(Skeletal landmark data)
[Start of Attachment]
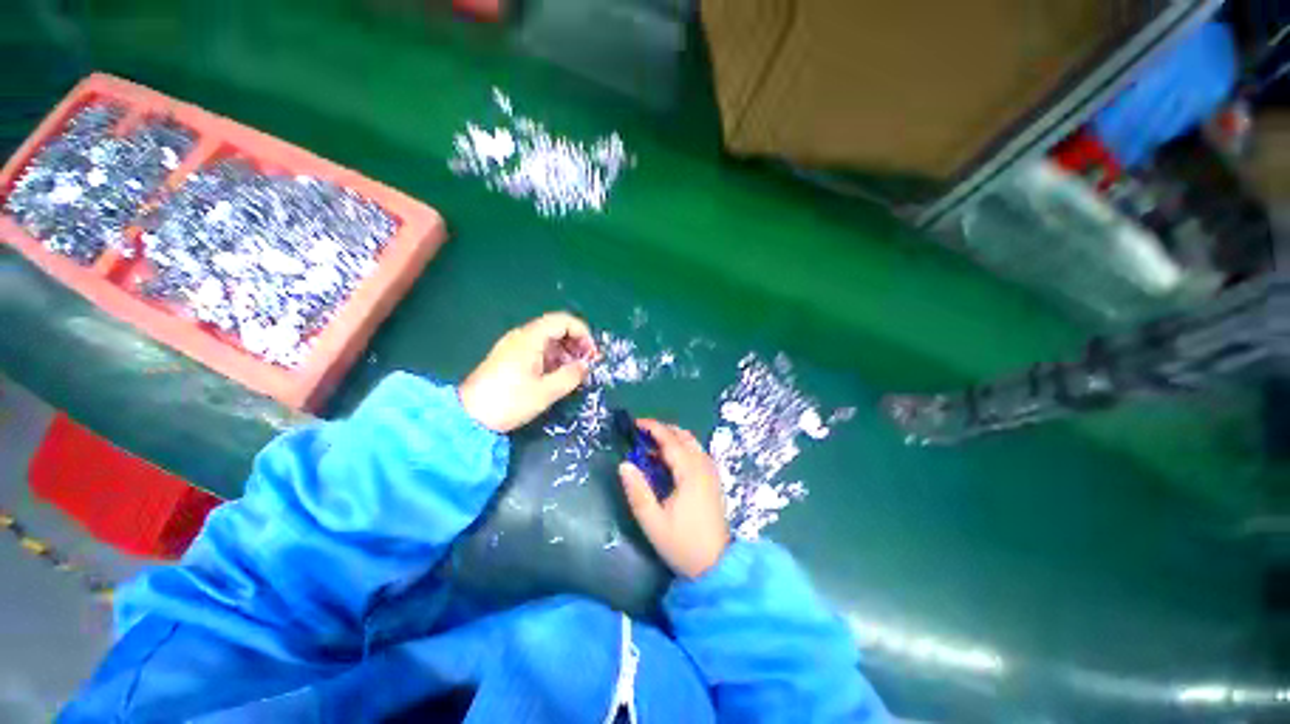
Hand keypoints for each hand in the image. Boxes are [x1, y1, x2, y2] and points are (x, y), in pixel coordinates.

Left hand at [460, 312, 597, 432]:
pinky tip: (558, 376)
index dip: (583, 333)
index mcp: (530, 338)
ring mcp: (514, 346)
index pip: (563, 321)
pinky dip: (553, 358)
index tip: (592, 354)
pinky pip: (538, 350)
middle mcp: (522, 336)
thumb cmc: (509, 401)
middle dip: (576, 343)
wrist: (469, 416)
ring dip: (566, 352)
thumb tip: (586, 366)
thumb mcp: (546, 392)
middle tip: (587, 364)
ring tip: (574, 373)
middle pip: (556, 328)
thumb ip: (571, 376)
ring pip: (548, 340)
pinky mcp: (510, 358)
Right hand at [620, 420, 730, 578]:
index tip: (635, 423)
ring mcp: (711, 472)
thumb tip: (624, 464)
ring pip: (692, 443)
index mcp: (690, 473)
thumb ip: (637, 491)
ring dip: (673, 438)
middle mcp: (703, 466)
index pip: (670, 440)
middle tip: (641, 435)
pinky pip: (697, 453)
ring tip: (651, 447)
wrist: (717, 566)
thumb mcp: (653, 522)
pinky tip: (669, 461)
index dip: (653, 427)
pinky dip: (682, 448)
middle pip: (684, 436)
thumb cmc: (683, 544)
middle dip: (663, 430)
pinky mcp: (713, 480)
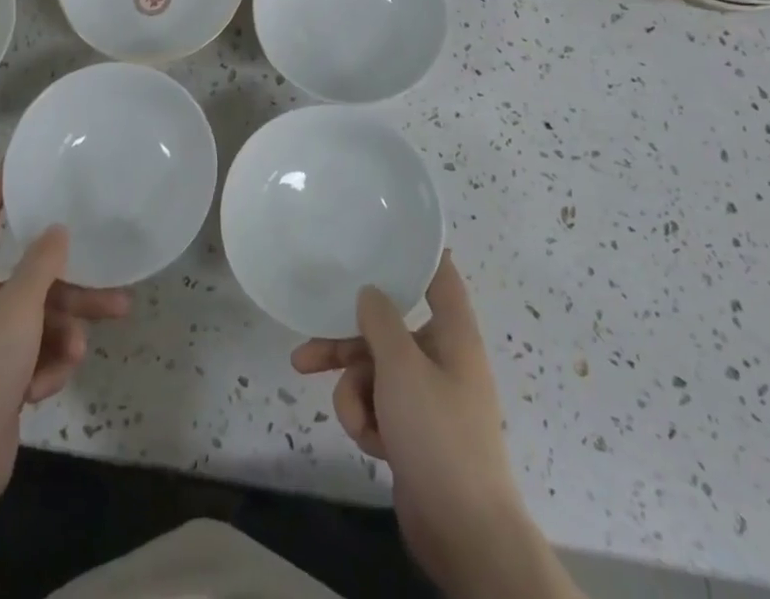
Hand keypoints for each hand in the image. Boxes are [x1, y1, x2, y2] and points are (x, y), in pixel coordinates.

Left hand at [0, 166, 129, 516]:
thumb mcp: (18, 306)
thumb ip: (42, 263)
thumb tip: (56, 231)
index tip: (18, 163)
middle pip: (28, 279)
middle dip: (69, 289)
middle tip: (113, 286)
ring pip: (37, 319)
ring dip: (62, 332)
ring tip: (82, 348)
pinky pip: (31, 353)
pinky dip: (43, 366)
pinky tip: (45, 384)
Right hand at [292, 252, 530, 589]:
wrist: (464, 533)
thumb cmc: (438, 435)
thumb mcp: (402, 367)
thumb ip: (380, 320)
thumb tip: (370, 292)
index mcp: (452, 334)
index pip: (438, 277)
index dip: (414, 254)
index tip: (380, 237)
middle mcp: (441, 358)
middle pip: (385, 330)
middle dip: (346, 345)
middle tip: (305, 354)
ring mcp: (427, 398)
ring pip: (374, 372)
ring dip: (355, 394)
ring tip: (356, 421)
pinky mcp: (413, 432)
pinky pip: (378, 408)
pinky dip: (368, 422)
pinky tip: (372, 446)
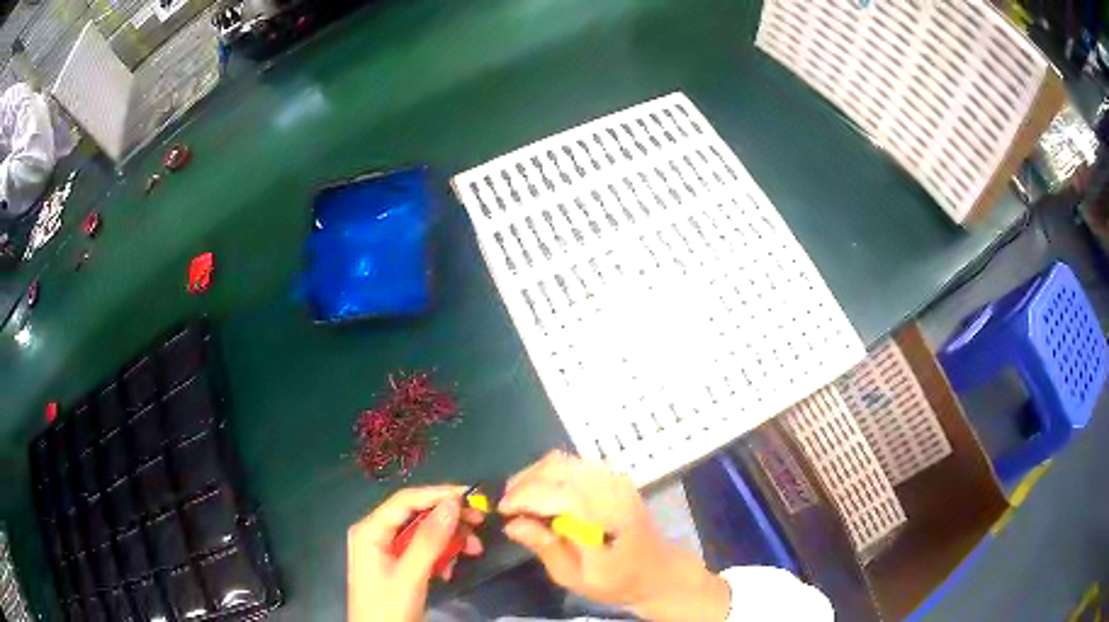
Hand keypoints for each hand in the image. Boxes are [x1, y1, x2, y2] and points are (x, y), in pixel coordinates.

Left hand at [347, 486, 484, 621]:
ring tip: (473, 550)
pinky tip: (450, 570)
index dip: (437, 494)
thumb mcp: (410, 575)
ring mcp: (385, 550)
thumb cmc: (389, 607)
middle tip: (479, 523)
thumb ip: (430, 540)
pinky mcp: (395, 565)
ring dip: (448, 540)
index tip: (471, 496)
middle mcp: (375, 533)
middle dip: (448, 520)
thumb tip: (453, 503)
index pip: (405, 500)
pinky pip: (421, 550)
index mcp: (369, 530)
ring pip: (422, 533)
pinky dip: (440, 556)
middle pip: (415, 515)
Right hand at [499, 451, 730, 621]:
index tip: (501, 511)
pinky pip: (575, 464)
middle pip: (555, 467)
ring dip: (536, 475)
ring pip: (563, 460)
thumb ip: (544, 547)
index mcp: (600, 515)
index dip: (521, 497)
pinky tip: (545, 495)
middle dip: (524, 482)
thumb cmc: (615, 581)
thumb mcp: (573, 577)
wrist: (658, 572)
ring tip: (521, 499)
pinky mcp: (615, 477)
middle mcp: (608, 488)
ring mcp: (614, 478)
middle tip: (508, 505)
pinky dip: (552, 474)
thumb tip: (512, 524)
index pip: (552, 491)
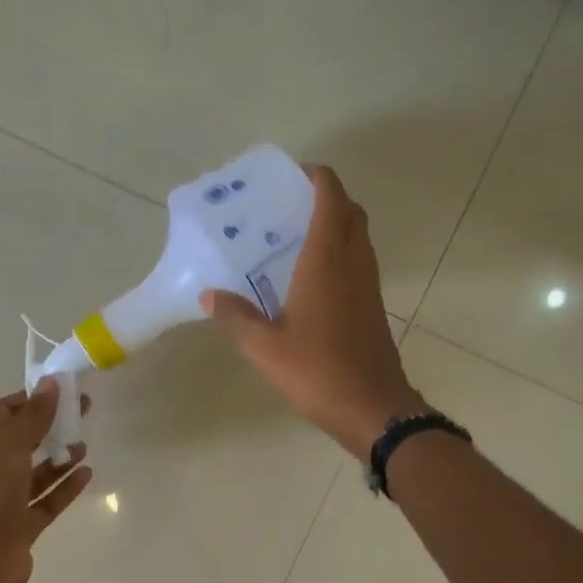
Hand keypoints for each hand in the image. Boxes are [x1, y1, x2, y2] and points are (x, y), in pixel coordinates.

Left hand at [0, 380, 92, 582]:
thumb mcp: (10, 444)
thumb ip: (33, 415)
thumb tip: (50, 383)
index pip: (3, 414)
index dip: (31, 401)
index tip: (61, 392)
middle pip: (22, 443)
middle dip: (49, 427)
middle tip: (82, 414)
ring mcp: (4, 502)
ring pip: (36, 475)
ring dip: (59, 459)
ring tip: (84, 445)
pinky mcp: (21, 527)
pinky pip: (47, 502)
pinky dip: (65, 488)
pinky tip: (86, 474)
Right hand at [202, 165, 424, 457]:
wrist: (373, 407)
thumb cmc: (316, 371)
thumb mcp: (264, 347)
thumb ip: (236, 316)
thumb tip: (208, 296)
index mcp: (326, 261)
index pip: (331, 199)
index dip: (317, 178)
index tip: (294, 175)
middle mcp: (353, 264)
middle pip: (351, 212)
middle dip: (328, 198)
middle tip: (292, 206)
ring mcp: (368, 286)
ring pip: (359, 238)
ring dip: (338, 225)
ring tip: (299, 237)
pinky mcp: (374, 307)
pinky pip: (360, 263)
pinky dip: (342, 253)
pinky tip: (313, 278)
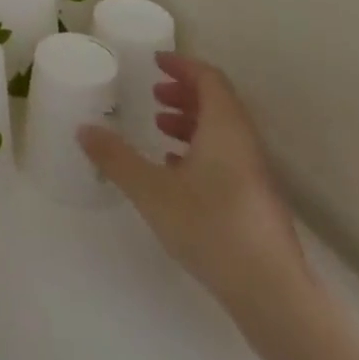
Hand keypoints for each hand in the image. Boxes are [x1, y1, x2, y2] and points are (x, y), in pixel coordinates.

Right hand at [79, 52, 306, 307]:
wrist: (274, 297)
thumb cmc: (212, 228)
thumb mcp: (151, 191)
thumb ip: (116, 158)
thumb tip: (83, 129)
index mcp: (225, 128)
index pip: (209, 78)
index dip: (182, 65)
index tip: (156, 62)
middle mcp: (245, 144)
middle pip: (218, 103)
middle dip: (184, 93)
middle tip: (153, 95)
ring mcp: (255, 176)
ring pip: (223, 133)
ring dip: (192, 123)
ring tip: (160, 130)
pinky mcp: (256, 204)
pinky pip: (227, 158)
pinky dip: (201, 151)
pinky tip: (177, 173)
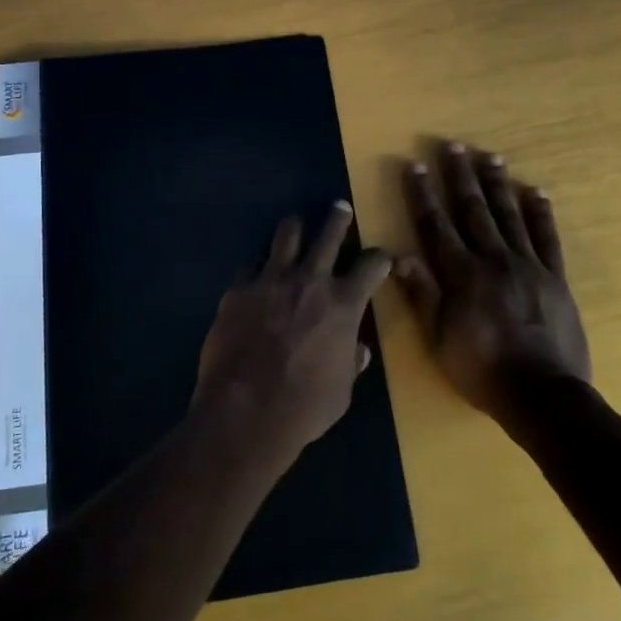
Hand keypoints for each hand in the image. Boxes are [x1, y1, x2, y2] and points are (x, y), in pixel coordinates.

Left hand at [194, 203, 393, 470]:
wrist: (245, 412)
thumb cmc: (304, 407)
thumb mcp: (342, 390)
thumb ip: (350, 362)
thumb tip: (358, 350)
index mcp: (343, 304)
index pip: (372, 265)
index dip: (380, 259)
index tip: (382, 258)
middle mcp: (310, 281)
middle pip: (329, 233)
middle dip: (338, 218)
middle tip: (339, 208)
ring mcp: (271, 280)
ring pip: (287, 235)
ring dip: (295, 228)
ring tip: (295, 225)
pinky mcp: (238, 289)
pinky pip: (250, 266)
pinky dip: (258, 269)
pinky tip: (256, 276)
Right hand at [395, 143, 590, 415]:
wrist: (542, 394)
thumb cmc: (481, 369)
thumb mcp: (439, 338)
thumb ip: (421, 294)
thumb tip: (397, 255)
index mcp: (461, 274)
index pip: (436, 225)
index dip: (423, 194)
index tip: (414, 165)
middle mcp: (493, 260)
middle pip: (473, 210)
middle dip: (459, 176)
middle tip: (453, 146)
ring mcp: (528, 266)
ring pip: (509, 215)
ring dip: (497, 184)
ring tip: (490, 156)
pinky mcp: (555, 278)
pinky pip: (547, 238)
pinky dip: (541, 213)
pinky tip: (535, 191)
[End of Attachment]
WHAT YOU ARE ASKED TO DO
Where a picture appears in the data, omit it; restate the rest word for word.

FINISHED TASK
Hand keypoints for each hand in the image. Boxes are [x1, y1, x2, y2] and points are (x, y), in pixel coordinates.

Left hand at [460, 312, 597, 432]:
pinky tip: (558, 376)
index dip: (583, 333)
index mcp: (530, 338)
ring mcp: (514, 346)
index pip: (563, 321)
pinky dip: (553, 358)
index tip: (592, 354)
pinky pip: (538, 350)
middle mcp: (522, 336)
thumb cmc: (509, 401)
middle dip: (576, 343)
wrist: (469, 416)
ring dip: (566, 352)
thumb tip: (586, 366)
thumb mcp: (546, 392)
middle tip: (587, 364)
ring tip: (574, 373)
middle pip: (556, 328)
thumb ip: (571, 376)
ring pip: (548, 340)
pinky mcp: (510, 358)
Right hand at [620, 420, 730, 578]:
index tip: (635, 423)
ring mcp: (711, 472)
thumb tip: (624, 464)
ring pip: (692, 443)
index mcp: (690, 473)
thumb ip: (637, 491)
ring dip: (673, 438)
middle mcp: (703, 466)
index pip: (670, 440)
middle tip: (641, 435)
pinky pip: (697, 453)
ring tip: (651, 447)
wrist: (717, 566)
thumb mcp: (653, 522)
pinky tip: (669, 461)
index dip: (653, 427)
pinky dip: (682, 448)
middle pip: (684, 436)
thumb cmc: (683, 544)
middle dip: (663, 430)
pinky mcp: (713, 480)
Hand keypoints for each hand in the image. Boxes are [x1, y1, x2, y2] and points are (x, y), in pixel coordinates.

Left hand at [0, 166, 129, 516]:
thumb mcp: (18, 306)
thumb ip: (42, 263)
thumb tip: (56, 231)
index tip: (18, 163)
middle pip: (28, 279)
middle dip: (69, 289)
middle tip: (113, 286)
ring pip: (37, 319)
ring dip: (62, 332)
ring tip: (82, 348)
pinky pip: (31, 353)
pinky dip: (43, 366)
pinky tip: (45, 384)
Right hand at [292, 252, 530, 589]:
wrist: (464, 533)
thumb cmc: (438, 435)
thumb mcp: (402, 367)
thumb ip: (380, 320)
thumb tip: (370, 292)
index mcp: (452, 334)
index pip: (438, 277)
index dip: (414, 254)
index tip: (380, 237)
middle mcp: (441, 358)
middle pip: (385, 330)
middle dip: (346, 345)
middle tip: (305, 354)
ring mcp: (427, 398)
ring pip: (374, 372)
ring dip: (355, 394)
ring tip: (356, 421)
pinky mcp: (413, 432)
pinky pip: (378, 408)
pinky dip: (368, 422)
pinky tip: (372, 446)
Hand keypoints for each hand in the image. Boxes are [x1, y1, x2, y2] and points are (x, y), in pixel coordinates.

Left hand at [347, 486, 484, 621]:
ring tip: (473, 550)
pinky tip: (450, 570)
index dip: (437, 494)
thumb mcp: (410, 575)
ring mcp: (385, 550)
thumb cmc: (389, 607)
middle tip: (479, 523)
thumb ip: (430, 540)
pinky mcp: (395, 565)
ring dip: (448, 540)
index tip: (471, 496)
middle mcp: (375, 533)
middle dip: (448, 520)
thumb tip: (453, 503)
index pip: (405, 500)
pinky pip: (421, 550)
index mcp: (369, 530)
ring pip: (422, 533)
pinky dip: (440, 556)
middle pip: (415, 515)
Right hand at [499, 451, 730, 621]:
index tip: (501, 511)
pinky pip: (575, 464)
middle pip: (555, 467)
ring dip: (536, 475)
ring pip: (563, 460)
thumb ip: (544, 547)
index mcp: (600, 515)
index dip: (521, 497)
pinky tip: (545, 495)
middle dip: (524, 482)
thumb cmc: (615, 581)
thumb mcp: (573, 577)
wrist: (658, 572)
ring tip: (521, 499)
pinky mcp: (615, 477)
middle mcp: (608, 488)
ring mcp: (614, 478)
middle tip: (508, 505)
pinky dip: (552, 474)
thumb tip: (512, 524)
index pip: (552, 491)
Hand keypoints for each hand in the image. Boxes are [x1, y1, x2, y2] and points are (x, y), in pixel coordinates.

Left hand at [0, 380, 92, 582]:
thumb mcp: (10, 444)
thumb ip: (33, 415)
thumb tip: (50, 383)
index pip: (3, 414)
index dip: (31, 401)
index tip: (61, 392)
middle pip: (22, 443)
middle dip: (49, 427)
middle tip: (82, 414)
ring mcp: (4, 502)
ring pip: (36, 475)
ring dip: (59, 459)
ring tip: (84, 445)
pinky mcp: (21, 527)
pinky pip: (47, 502)
pinky dip: (65, 488)
pinky tip: (86, 474)
Right hand at [202, 165, 424, 457]:
wrist: (373, 407)
thumb cmc: (316, 371)
thumb mcp: (264, 347)
thumb ip: (236, 316)
thumb tip: (208, 296)
index mcp: (326, 261)
index pip: (331, 199)
index dip: (317, 178)
index tip: (294, 175)
middle mcp: (353, 264)
middle pip: (351, 212)
middle dip: (328, 198)
middle tip: (292, 206)
ring mcp: (368, 286)
ring pip: (359, 238)
ring dip: (338, 225)
ring tip: (299, 237)
pinky mcp: (374, 307)
pinky pip: (360, 263)
pinky dip: (342, 253)
pinky tip: (313, 278)
Hand keypoints for each hand in the image. Boxes are [x1, y1, x2, y2] and points are (x, y), in pixel coordinates.

Right hand at [79, 52, 306, 307]:
wrist: (274, 297)
thumb cmc: (212, 228)
thumb mcp: (151, 191)
thumb ip: (116, 158)
thumb tip: (83, 129)
index mcp: (225, 128)
index pip: (209, 78)
index dip: (182, 65)
index tip: (156, 62)
middle mcp: (245, 144)
middle pip: (218, 103)
middle dip: (184, 93)
middle tip: (153, 95)
ring mcp: (255, 176)
ring pip: (223, 133)
ring dip: (192, 123)
ring tip: (160, 130)
pinky mcp: (256, 204)
pinky pip: (227, 158)
pinky dip: (201, 151)
pinky tip: (177, 173)
Hand keypoints for each hand in the image. Boxes are [x1, y1, x2, y2] and points are (x, y), in pixel coordinates.

Left hand at [194, 203, 393, 470]:
wrist: (245, 412)
thumb cmc: (304, 407)
thumb mcp: (342, 390)
thumb ip: (350, 362)
thumb tip: (358, 350)
index mcp: (343, 304)
index pip: (372, 265)
index dip: (380, 259)
index tip: (382, 258)
middle mcp: (310, 281)
middle pip: (329, 233)
middle dip: (338, 218)
middle tip: (339, 208)
ring mcp: (271, 280)
ring pip: (287, 235)
ring dip: (295, 228)
ring tip: (295, 225)
pinky mcp: (238, 289)
pinky pip: (250, 266)
pinky dip: (258, 269)
pinky tip: (256, 276)
Right hand at [395, 143, 590, 415]:
wrist: (542, 394)
thumb cmc: (481, 369)
thumb mcp: (439, 338)
thumb ip: (421, 294)
thumb tip: (397, 255)
index mcp: (461, 274)
index pip: (436, 225)
index dip: (423, 194)
index tip: (414, 165)
middle mcp: (493, 260)
middle pip: (473, 210)
middle dip: (459, 176)
middle tip: (453, 146)
ring mcp: (528, 266)
ring pip: (509, 215)
ring dip: (497, 184)
ring tip: (490, 156)
pinky mcp: (555, 278)
pinky pip: (547, 238)
pinky dip: (541, 213)
pinky tip: (535, 191)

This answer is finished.